Created 11-08-2018 09:42 AM
Hello,
I have a problem with spark wanting to consume a topic kafka in kerberized environment.
I use SPARK2 in cluster HDP 2.6, and Kafka HDF 3.1.
consumer.py :
import sys from pyspark import SparkContext from pyspark.streaming import StreamingContext from pyspark.streaming.kafka import KafkaUtils def process(time, rdd): print("========= %s =========" % str(time)) if not rdd.isEmpty(): rdd.count() rdd.first() sc = SparkContext(appName="test") ssc = StreamingContext(sc, 5) sc.setLogLevel("WARN") print "Connected to spark streaming" kafkaParams = {"security.protocol":"PLAINTEXTSASL"} kafkaStream = KafkaUtils.createStream(ssc, "zookeeperHDF:2181", "pysparkclient1", {"mytopic": 1},kafkaParams) kafkaStream.pprint() kafkaStream.foreachRDD(process) ssc.start() ssc.awaitTermination()
Command line :
/usr/hdp/2.6.4.0-91/spark2/bin/spark-submit --keytab /etc/security/keytabs/clement.service.keytab --principal clement@MYDOMAIN.FR --files /home/spark/test/clement_client_jaas.conf --conf "spark.executor.extraJavaOptions=-Djava.security.auth.login.config=clement_client_jaas.conf" --conf "spark.driver.extraJavaOptions=-Djava.security.auth.login.config=clement_client_jaas.conf" --jars spark-streaming-kafka-0-8_2.11-2.2.0.jar,spark-streaming_2.11-2.2.0.2.6.4.0-91.jar,spark-streaming-kafka-assembly_2.11-1.6.3.jar consumer.py
clement_client_jaas.conf :
KafkaClient { com.sun.security.auth.module.Krb5LoginModule required useTicketCache=true useKeyTab=true principal="clement@MYDOMAIN.FR" keyTab="clement.service.keytab" renewTicket=true storeKey=true serviceName="kafka"; }; Client { com.sun.security.auth.module.Krb5LoginModule required useTicketCache=true useKeyTab=true principal="clement@MYDOMAIN.FR" keyTab="clement.service.keytab" renewTicket=true storeKey=true serviceName="zookeeper"; };
My error :
18/11/08 10:26:57 WARN VerifiableProperties: Property security.protocol is not valid 18/11/08 10:26:57 WARN ClientCnxn: SASL configuration failed: javax.security.auth.login.LoginException: No key to store Will continue connection to Zookeeper server without SASL authentication, if Zookeeper server allows it. 18/11/08 10:26:57 WARN AppInfo$: Can't read Kafka version from MANIFEST.MF. Possible cause: java.lang.NullPointerException
Do you have an idea ?
Created 11-08-2018 09:47 AM
@Clément Dumont You also need to pass the keytab in '--files' option so that the jaas conf will use that keytab and connect with kafka.

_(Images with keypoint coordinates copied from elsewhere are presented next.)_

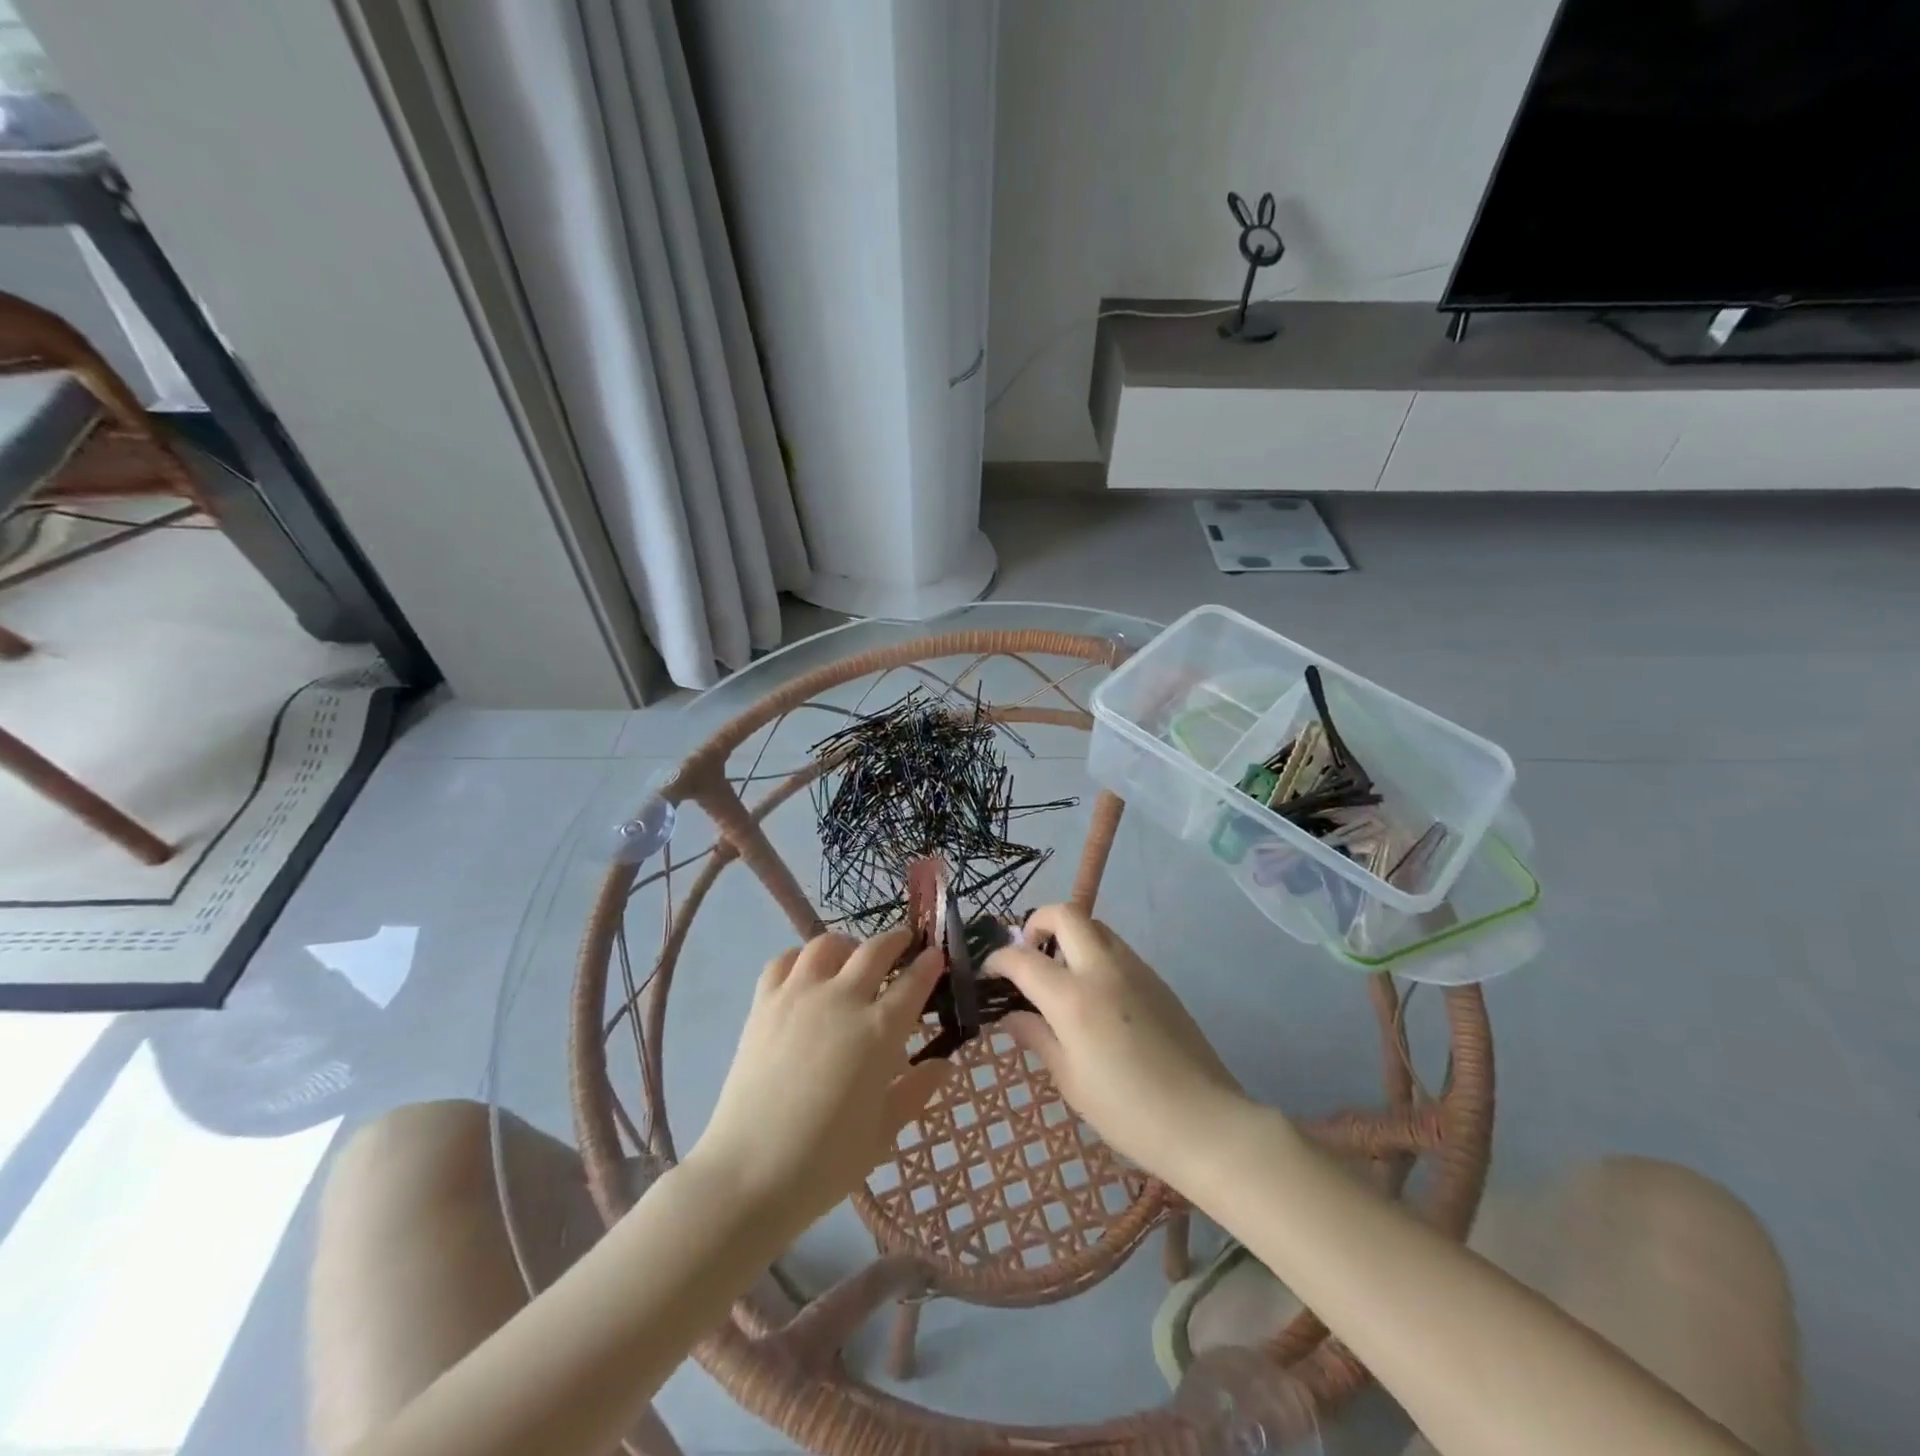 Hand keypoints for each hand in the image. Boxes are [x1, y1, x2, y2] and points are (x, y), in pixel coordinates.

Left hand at [687, 928, 952, 1236]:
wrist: (749, 1174)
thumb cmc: (826, 1162)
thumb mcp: (884, 1132)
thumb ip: (916, 1090)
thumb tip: (945, 1064)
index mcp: (879, 1031)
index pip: (914, 982)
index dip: (929, 965)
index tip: (937, 956)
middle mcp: (842, 1000)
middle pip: (875, 950)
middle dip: (896, 941)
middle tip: (905, 944)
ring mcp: (799, 996)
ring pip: (829, 944)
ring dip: (848, 945)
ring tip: (852, 959)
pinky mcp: (764, 1003)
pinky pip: (784, 960)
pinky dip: (801, 958)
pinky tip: (807, 975)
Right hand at [987, 905, 1246, 1186]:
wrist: (1204, 1121)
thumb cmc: (1127, 1111)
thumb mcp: (1070, 1080)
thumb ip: (1037, 1037)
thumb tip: (1011, 1015)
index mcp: (1073, 998)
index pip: (1023, 959)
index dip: (998, 960)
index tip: (990, 972)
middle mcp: (1103, 969)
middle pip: (1066, 914)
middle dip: (1038, 922)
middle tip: (1029, 954)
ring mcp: (1135, 969)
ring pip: (1095, 926)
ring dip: (1070, 936)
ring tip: (1061, 975)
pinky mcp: (1157, 979)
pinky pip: (1117, 949)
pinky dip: (1095, 954)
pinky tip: (1095, 996)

Created 11-08-2018 12:27 PM
Thks,
I tried this :
/usr/hdp/2.6.4.0-91/spark2/bin/spark-submit --keytab clement.service.keytab --principal clement@MYDOMAIN.FR --files clement_client_jaas.conf,clement.service.keytab --conf "spark.executor.extraJavaOptions=-Djava.security.auth.login.config=clement_client_jaas.conf" --conf "spark.driver.extraJavaOptions=-Djava.security.auth.login.config=clement_client_jaas.conf" --jars spark-streaming-kafka-0-8_2.11-2.2.0.jar,spark-streaming_2.11-2.2.0.2.6.4.0-91.jar,spark-streaming-kafka-assembly_2.11-1.6.3.jar consumer.py
But i have the same error :
18/11/08 13:26:14 WARN VerifiableProperties: Property security.protocol is not valid 18/11/08 13:26:14 WARN ClientCnxn: SASL configuration failed: javax.security.auth.login.LoginException: No key to store Will continue connection to Zookeeper server without SASL authentication, if Zookeeper server allows it. 18/11/08 13:26:14 WARN AppInfo$: Can't read Kafka version from MANIFEST.MF. Possible cause: java.lang.NullPointerException
Created 11-09-2018 12:44 PM
@Clément Dumont I just tired it, looks like you have one jar from apache which is not recognising the security.protocol property. Below is what i used with the consumer.py you provided. You can download the dependent jars from : http://repo.hortonworks.com/content/repositories/releases/org/apache/spark
/usr/hdp/2.6.4.0-91/spark2/bin/spark-submit --files spark_jaas.conf,kafka.service.keytab --conf "spark.executor.extraJavaOptions=-Djava.security.auth.login.config=spark_jaas.conf" --conf "spark.driver.extraJavaOptions=-Djava.security.auth.login.config=spark_jaas.conf" --jars spark-streaming_2.11-2.2.0.2.6.4.0-91.jar,spark-streaming-kafka-0-8-assembly_2.11-2.2.0.2.6.4.0-91.jar,spark-streaming-kafka-0-10_2.11-2.2.0.2.6.4.0-91.jar consumer.py
Hope this helps.
Created 11-13-2018 02:44 PM
It work ! thanks.